Die Nutzung digitaler Möglichkeiten zur Diagnostik, Gesundheitsförderung und Behandlung bei körperlichen Erkrankungen und psychischen Störungen stellt eine innovative Möglichkeit dar, die Versorgungsqualität in der Rehabilitation weiter zu verbessern.
Die Forschung zu digitalisierter Diagnostik, Internet- und mobile-basierten Interventionen (IMI) und künstlich-intelligenten Systemen zählt zu den produktivsten und erkenntnisreichsten Bereichen innerhalb der verhaltensmedizinischen und der psycho-sozialen Forschung der letzten zwei Jahrzehnte. E-Behavioral- und E-Mental-Health-Ansätze werden als vielversprechende Technologie-basierte Lösungen zur Erweiterung und Optimierung der rehabilitativen Versorgung entlang des Behandlungspfades von der Prävention über die Behandlungsinitiierung und Behandlungsbegleitung bis hin zur Nachsorge und post-rehabilitativen Versorgung diskutiert.
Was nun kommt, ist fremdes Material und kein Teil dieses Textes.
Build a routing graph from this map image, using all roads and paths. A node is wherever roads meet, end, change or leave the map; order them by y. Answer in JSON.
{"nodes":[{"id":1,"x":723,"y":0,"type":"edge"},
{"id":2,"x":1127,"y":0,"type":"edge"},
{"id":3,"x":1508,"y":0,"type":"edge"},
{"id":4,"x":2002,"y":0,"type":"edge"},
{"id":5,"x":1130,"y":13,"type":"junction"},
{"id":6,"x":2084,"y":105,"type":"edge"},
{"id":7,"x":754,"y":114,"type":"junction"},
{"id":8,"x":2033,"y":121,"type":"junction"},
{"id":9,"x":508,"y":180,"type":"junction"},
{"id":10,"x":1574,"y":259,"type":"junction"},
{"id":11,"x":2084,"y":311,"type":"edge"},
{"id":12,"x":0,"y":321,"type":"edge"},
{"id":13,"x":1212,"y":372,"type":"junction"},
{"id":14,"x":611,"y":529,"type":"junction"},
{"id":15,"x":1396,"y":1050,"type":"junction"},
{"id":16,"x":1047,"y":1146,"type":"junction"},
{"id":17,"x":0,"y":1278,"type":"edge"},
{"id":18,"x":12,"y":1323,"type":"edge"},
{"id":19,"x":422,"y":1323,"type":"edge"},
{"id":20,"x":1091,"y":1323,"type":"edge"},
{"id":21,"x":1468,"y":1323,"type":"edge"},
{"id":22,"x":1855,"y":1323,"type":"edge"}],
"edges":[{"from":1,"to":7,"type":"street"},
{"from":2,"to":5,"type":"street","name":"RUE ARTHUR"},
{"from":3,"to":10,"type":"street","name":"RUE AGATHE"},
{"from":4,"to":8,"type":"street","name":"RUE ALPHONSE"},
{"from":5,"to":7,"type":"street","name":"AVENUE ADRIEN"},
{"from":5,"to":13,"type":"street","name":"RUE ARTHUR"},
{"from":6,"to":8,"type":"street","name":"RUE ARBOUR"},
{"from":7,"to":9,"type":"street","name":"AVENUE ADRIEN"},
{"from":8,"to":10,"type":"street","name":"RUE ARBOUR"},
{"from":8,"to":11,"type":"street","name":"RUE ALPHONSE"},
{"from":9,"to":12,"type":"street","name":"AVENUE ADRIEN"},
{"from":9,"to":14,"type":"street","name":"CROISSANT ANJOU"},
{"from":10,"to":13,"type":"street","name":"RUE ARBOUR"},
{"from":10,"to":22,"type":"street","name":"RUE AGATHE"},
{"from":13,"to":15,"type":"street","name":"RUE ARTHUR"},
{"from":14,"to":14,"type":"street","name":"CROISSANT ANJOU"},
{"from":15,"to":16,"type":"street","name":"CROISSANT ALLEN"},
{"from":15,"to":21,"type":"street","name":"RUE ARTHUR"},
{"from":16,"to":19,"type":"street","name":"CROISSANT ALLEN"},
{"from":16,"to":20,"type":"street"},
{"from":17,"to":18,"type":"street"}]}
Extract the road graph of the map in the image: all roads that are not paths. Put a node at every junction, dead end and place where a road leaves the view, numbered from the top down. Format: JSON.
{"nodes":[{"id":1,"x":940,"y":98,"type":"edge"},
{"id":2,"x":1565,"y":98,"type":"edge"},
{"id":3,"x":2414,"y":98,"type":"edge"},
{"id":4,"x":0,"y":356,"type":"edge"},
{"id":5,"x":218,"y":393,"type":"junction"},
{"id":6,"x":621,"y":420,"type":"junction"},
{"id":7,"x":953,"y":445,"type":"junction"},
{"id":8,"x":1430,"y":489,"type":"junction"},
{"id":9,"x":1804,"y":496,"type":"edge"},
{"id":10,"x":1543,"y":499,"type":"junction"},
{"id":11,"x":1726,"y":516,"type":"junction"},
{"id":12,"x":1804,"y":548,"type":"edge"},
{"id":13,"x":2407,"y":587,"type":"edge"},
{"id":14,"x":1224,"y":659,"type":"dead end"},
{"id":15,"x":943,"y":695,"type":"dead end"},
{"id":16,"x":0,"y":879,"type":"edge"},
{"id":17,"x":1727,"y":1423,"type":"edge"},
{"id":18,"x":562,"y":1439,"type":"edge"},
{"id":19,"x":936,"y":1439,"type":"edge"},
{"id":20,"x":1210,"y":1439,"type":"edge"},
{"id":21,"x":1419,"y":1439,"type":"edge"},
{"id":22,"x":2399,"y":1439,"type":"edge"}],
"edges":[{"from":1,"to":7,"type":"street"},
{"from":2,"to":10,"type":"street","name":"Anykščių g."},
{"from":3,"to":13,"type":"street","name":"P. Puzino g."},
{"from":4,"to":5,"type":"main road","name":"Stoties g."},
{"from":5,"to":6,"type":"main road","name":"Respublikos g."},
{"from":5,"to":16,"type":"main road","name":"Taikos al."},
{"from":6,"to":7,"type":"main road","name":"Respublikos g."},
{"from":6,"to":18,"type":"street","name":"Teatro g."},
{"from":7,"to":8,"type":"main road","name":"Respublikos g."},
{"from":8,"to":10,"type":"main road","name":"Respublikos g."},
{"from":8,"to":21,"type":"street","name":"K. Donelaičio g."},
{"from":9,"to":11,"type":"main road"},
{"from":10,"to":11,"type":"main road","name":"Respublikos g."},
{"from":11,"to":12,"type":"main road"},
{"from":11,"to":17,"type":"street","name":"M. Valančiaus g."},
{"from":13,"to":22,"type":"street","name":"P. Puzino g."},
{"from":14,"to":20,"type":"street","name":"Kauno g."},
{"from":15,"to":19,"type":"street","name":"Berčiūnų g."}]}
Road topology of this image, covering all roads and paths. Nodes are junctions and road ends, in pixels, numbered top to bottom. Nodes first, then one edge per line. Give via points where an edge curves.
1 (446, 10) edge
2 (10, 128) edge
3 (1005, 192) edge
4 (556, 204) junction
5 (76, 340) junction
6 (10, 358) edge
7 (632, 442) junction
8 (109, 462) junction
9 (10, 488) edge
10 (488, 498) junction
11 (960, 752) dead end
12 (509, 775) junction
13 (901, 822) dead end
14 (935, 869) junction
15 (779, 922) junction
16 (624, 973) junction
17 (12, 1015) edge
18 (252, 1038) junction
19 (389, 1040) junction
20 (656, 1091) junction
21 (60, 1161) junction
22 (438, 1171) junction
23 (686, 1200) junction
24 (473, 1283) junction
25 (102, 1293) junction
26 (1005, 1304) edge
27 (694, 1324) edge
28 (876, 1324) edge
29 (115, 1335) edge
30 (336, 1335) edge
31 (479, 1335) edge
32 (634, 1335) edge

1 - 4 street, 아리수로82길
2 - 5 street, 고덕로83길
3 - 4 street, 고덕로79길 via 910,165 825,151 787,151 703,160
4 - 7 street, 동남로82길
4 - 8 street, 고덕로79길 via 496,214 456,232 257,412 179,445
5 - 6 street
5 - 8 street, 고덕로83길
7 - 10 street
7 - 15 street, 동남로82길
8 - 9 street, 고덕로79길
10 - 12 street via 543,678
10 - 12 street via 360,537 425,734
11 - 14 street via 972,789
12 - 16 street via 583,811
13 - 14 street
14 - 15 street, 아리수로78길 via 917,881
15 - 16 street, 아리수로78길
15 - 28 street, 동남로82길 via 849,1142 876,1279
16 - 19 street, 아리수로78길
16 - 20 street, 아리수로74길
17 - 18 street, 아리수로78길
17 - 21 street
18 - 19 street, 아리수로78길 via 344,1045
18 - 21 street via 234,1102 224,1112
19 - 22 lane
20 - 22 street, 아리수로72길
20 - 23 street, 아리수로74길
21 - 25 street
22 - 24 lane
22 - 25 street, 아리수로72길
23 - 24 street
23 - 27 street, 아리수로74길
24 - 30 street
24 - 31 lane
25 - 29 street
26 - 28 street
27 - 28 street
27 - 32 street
Diagnostisch bedarf es einer möglichst messpräzisen und testökonomischen Erfassung der funktionalen Gesundheit der Rehabilitand*innen zu Behandlungsbeginn, über den Verlauf und katamnestisch in der rehabilitativen Nachsorge. Auf der Grundlage einer psychometrisch hochwertigen Erfassung der funktionalen Gesundheit, basierend auf validierten Assessmentverfahren, bieten Internet- und mobile-basierte Diagnostiklösungen eine Unterstützung zur differentiellen Indikationsstellung, eine individualisierte und bedarfsorientierte Behandlungsplanung, ein kontinuierliches Verlaufsmonitoring sowie eine katamnestische Überprüfung des Behandlungserfolges (Baumeister et al. 2017).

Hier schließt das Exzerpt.